2. Au milieu de tout ce désordre, des hommes — parce que ce sont essentiellement des individus de sexe masculin — se démènent, se pressent et s’empêtrent, alternant tours et postures pour tenter d’attraper la queue du Mickey. Tout cela serait distrayant — la France se passionne pour ces courses de petits chevaux ; elle se désespère aussi de la surabondance de tocards — si ces insensés n’avaient la charge (ou la prétention) de diriger les nations. Tristes sires que ces mannequins d’opérette gonflés de leur importance mais dénués de sens commun !
3. C’est pourtant de tout ce tintouin que sortent les grandes orientations qui façonneront — positivement ou non, sciemment ou pas — le monde de demain ; c’est la deuxième grande idée dont on aimerait pénétrer le lecteur. La première postule que si l’échiquier politique est chahuté, voire renversé, c’est que les sociétés sont travaillées par le changement de civilisation à l’œuvre ; la seconde insiste sur la nécessité de distinguer entre action politique et jeu politique, entre puissance publique et arène politique, bref entre force et farce publiques.

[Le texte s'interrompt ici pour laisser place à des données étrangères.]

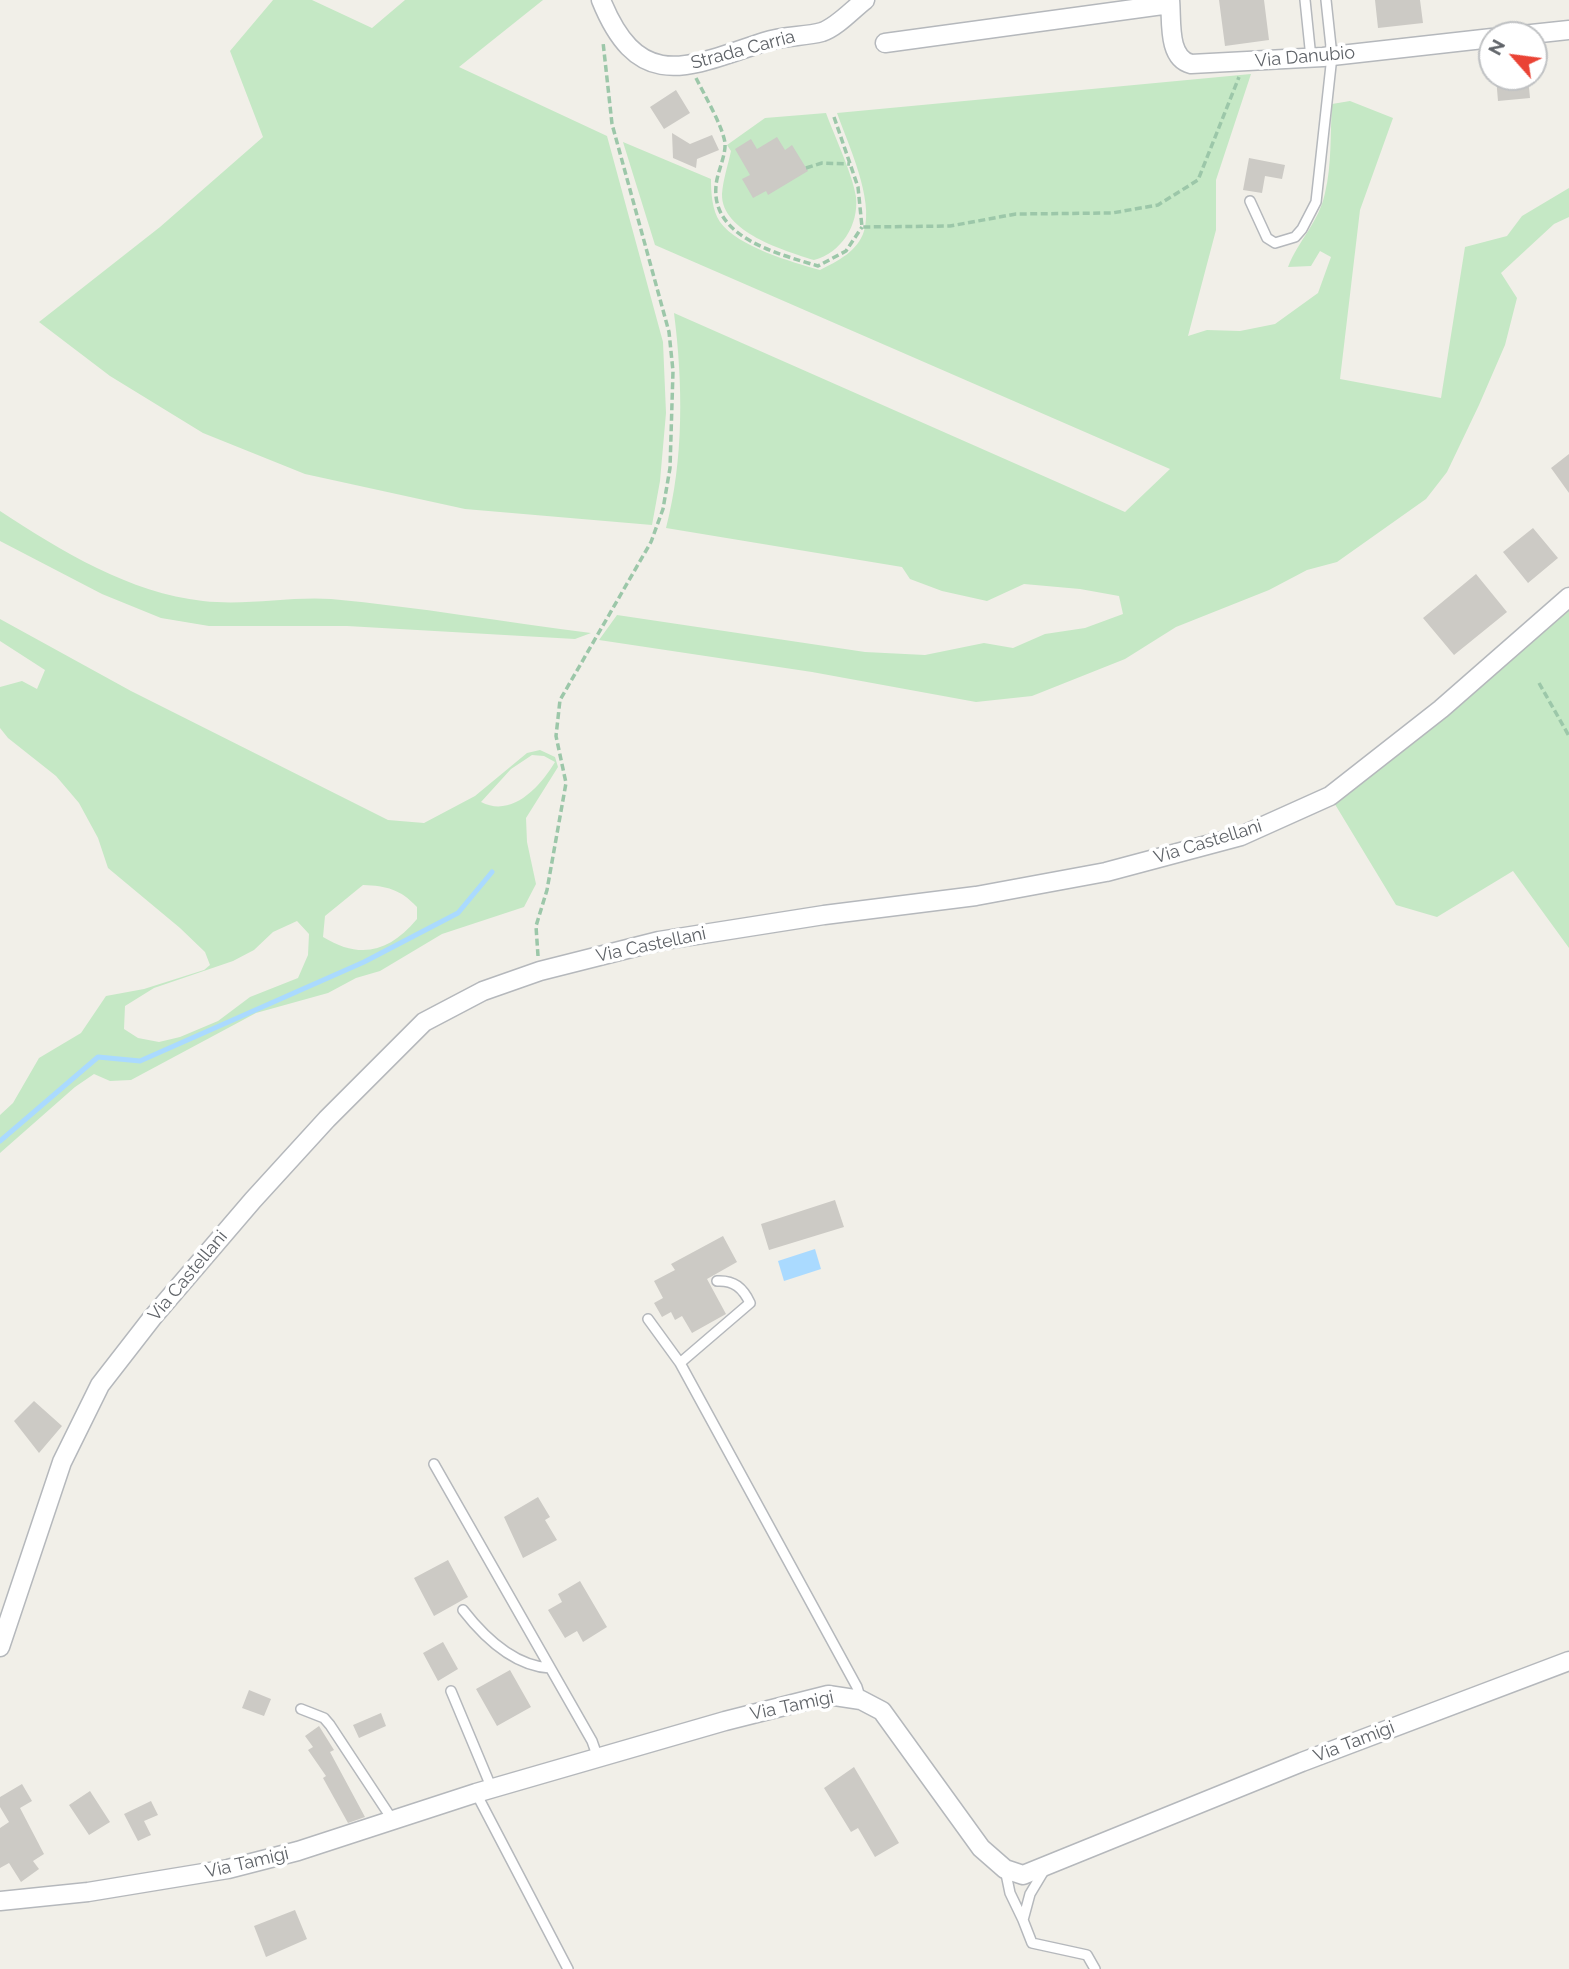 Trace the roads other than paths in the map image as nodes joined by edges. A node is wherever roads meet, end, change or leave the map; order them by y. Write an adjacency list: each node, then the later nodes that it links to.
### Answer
1 (601, 0): 2 (street, Strada Carria)
2 (865, 0)
3 (1305, 0): 11 (lane)
4 (1326, 0): 10 (lane)
5 (1170, 2): 9 (street); 11 (street, Via Danubio)
6 (1569, 30): 7 (street)
7 (1548, 32)
8 (1478, 40): 10 (street, Via Danubio)
9 (885, 43)
10 (1332, 56): 11 (street, Via Danubio); 12 (lane)
11 (1311, 58)
12 (1250, 201)
13 (1569, 597): 19 (street, Via Castellani)
14 (717, 1282): 16 (lane)
15 (648, 1318): 16 (lane)
16 (680, 1363): 23 (lane)
17 (434, 1464): 21 (lane)
18 (463, 1610): 21 (lane)
19 (0, 1647)
20 (1569, 1661): 28 (street, Via Tamigi)
21 (550, 1668): 25 (lane)
22 (451, 1691): 26 (lane)
23 (861, 1700): 25 (street, Via Tamigi); 29 (street, Via Tamigi)
24 (301, 1709): 27 (lane)
25 (598, 1758): 26 (street, Via Tamigi)
26 (484, 1791): 27 (street, Via Tamigi); 32 (lane)
27 (392, 1819): 30 (street, Via Tamigi)
28 (1049, 1864): 29 (street, Via Tamigi); 31 (lane)
29 (1005, 1869): 31 (lane)
30 (0, 1900)
31 (1023, 1920): 33 (lane)
32 (568, 1969)
33 (1095, 1969) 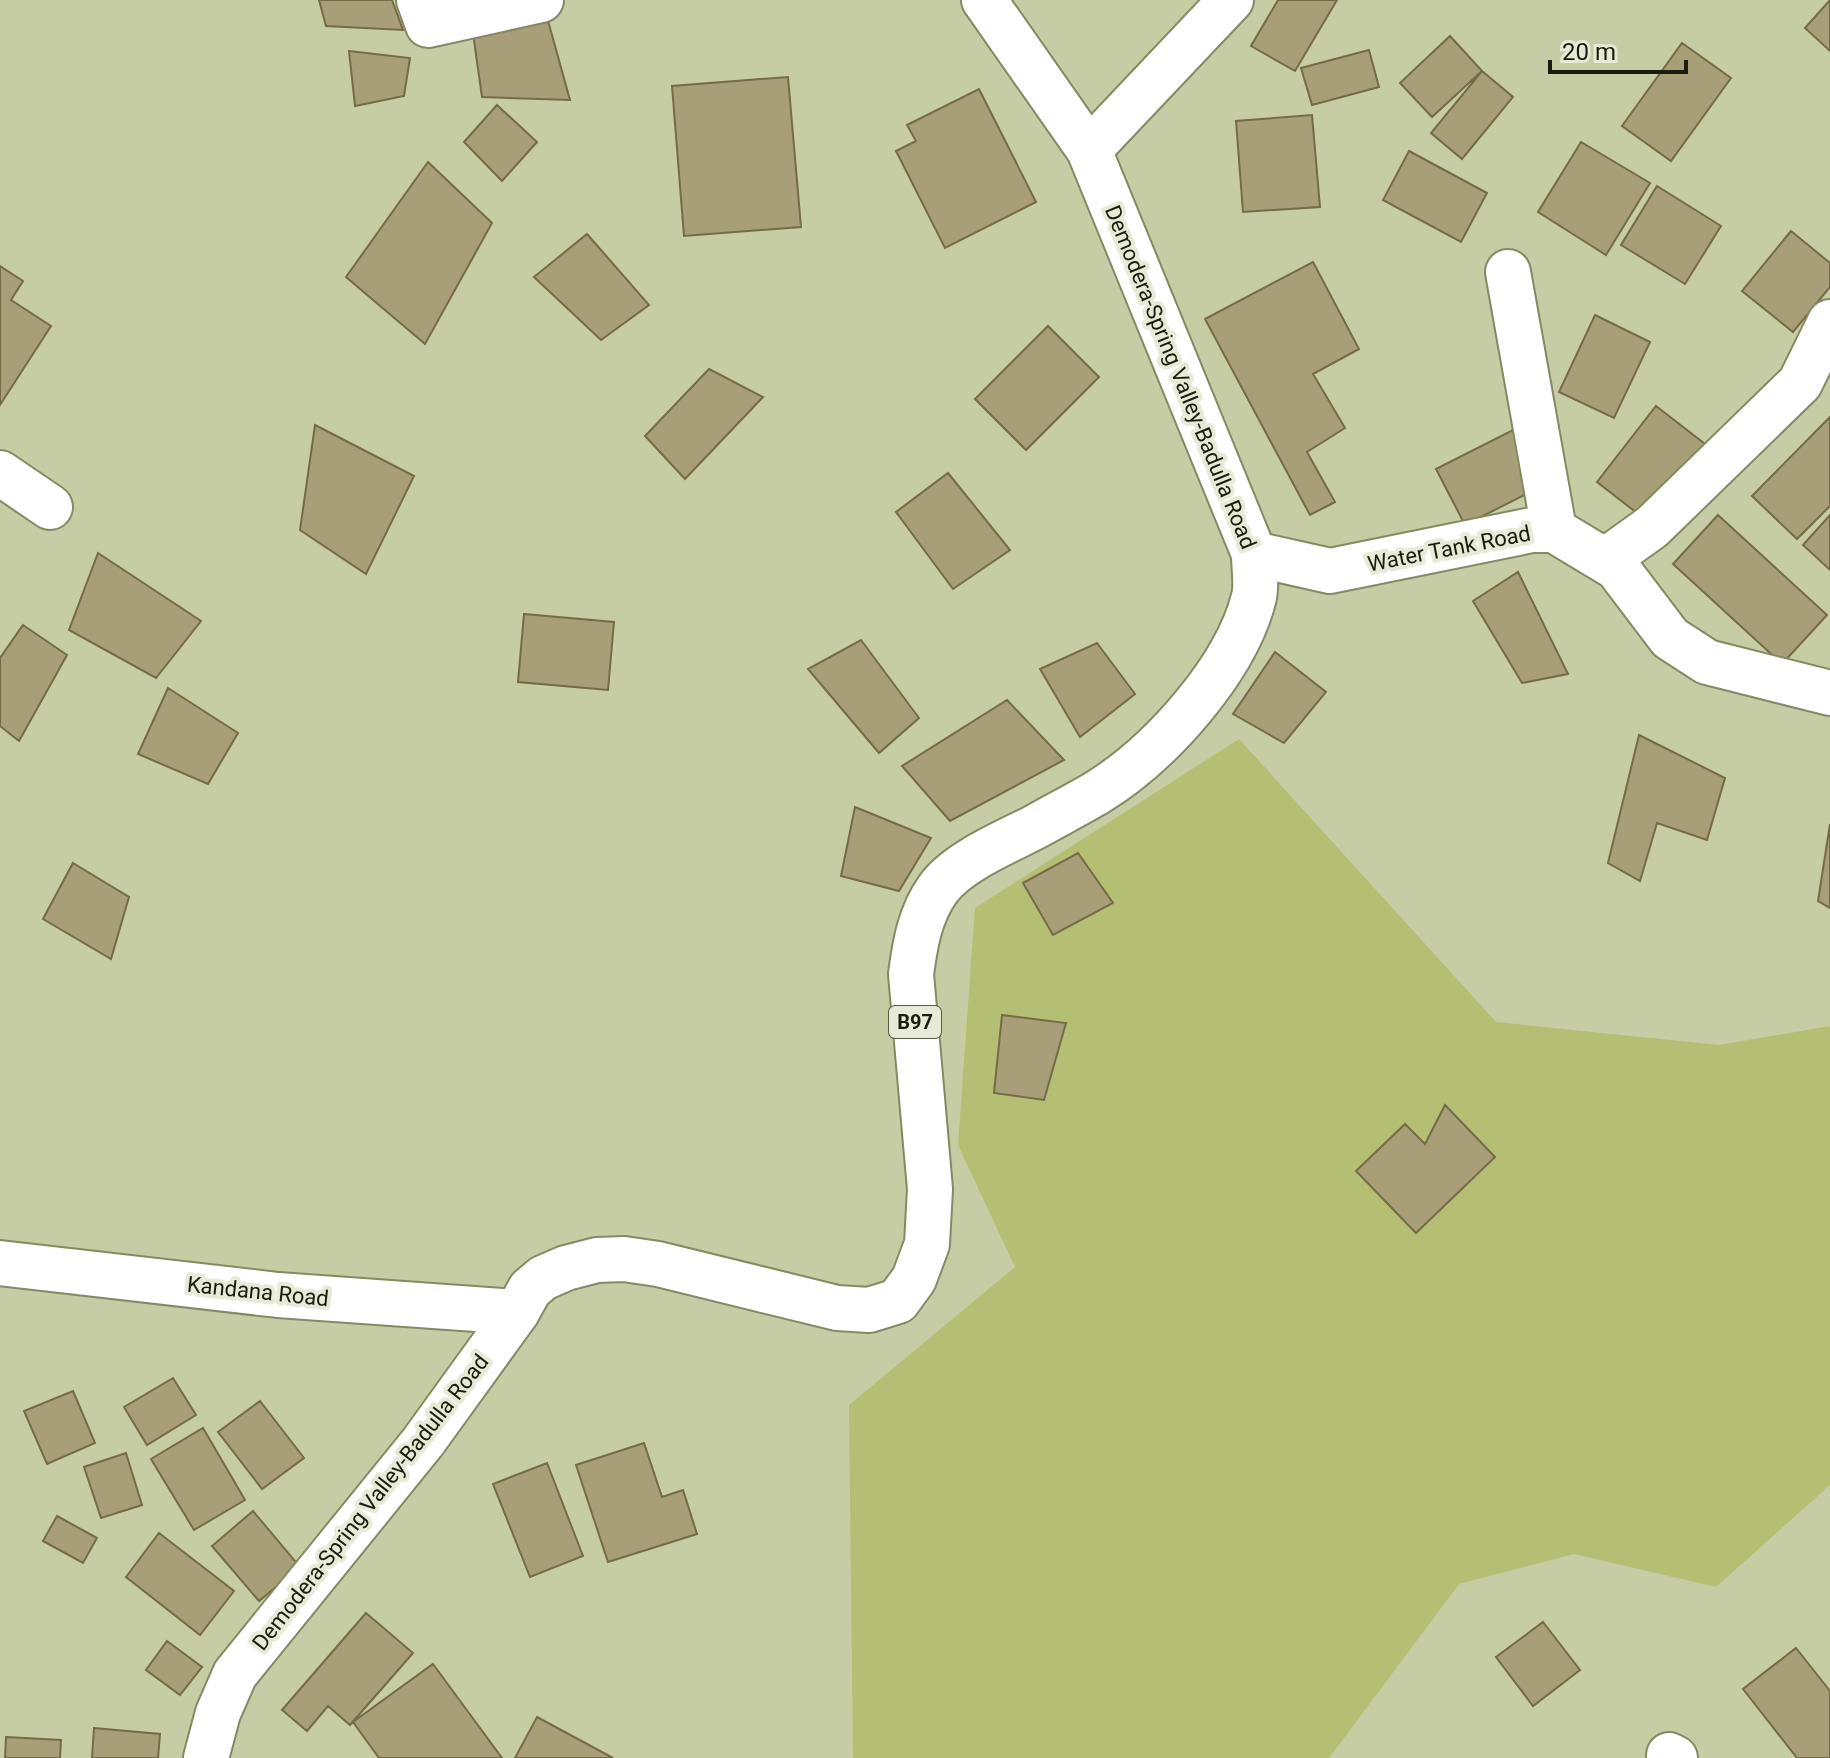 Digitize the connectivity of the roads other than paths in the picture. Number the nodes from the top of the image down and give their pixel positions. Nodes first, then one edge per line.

4. La grande vertu du présent projet littéraire — écrire la règle du jeu et mettre le monde en notices —, peut-être son plus grand tort également, est de montrer comment toute l’existence procède d’un double jeu, plus exactement d’un dédale de jeux à double-fond. Toute la vie sur Terre est, en effet, traversée d’une ambiguïté fondamentale entre les buts officiellement poursuivis et les motivations officieusement agissantes — on l’a suffisamment répété, la lectrice l’a compris. Mais nulle part sans doute comme dans la vie politique, on observe cette dichotomie entre la politique et le politique, entre le jeu et l’action politique, c’est-à-dire entre la politique politicienne d’une part (les coups politiques, atomes de la tambouille politique) et la politique au sens noble d’autre part (la vraie politique).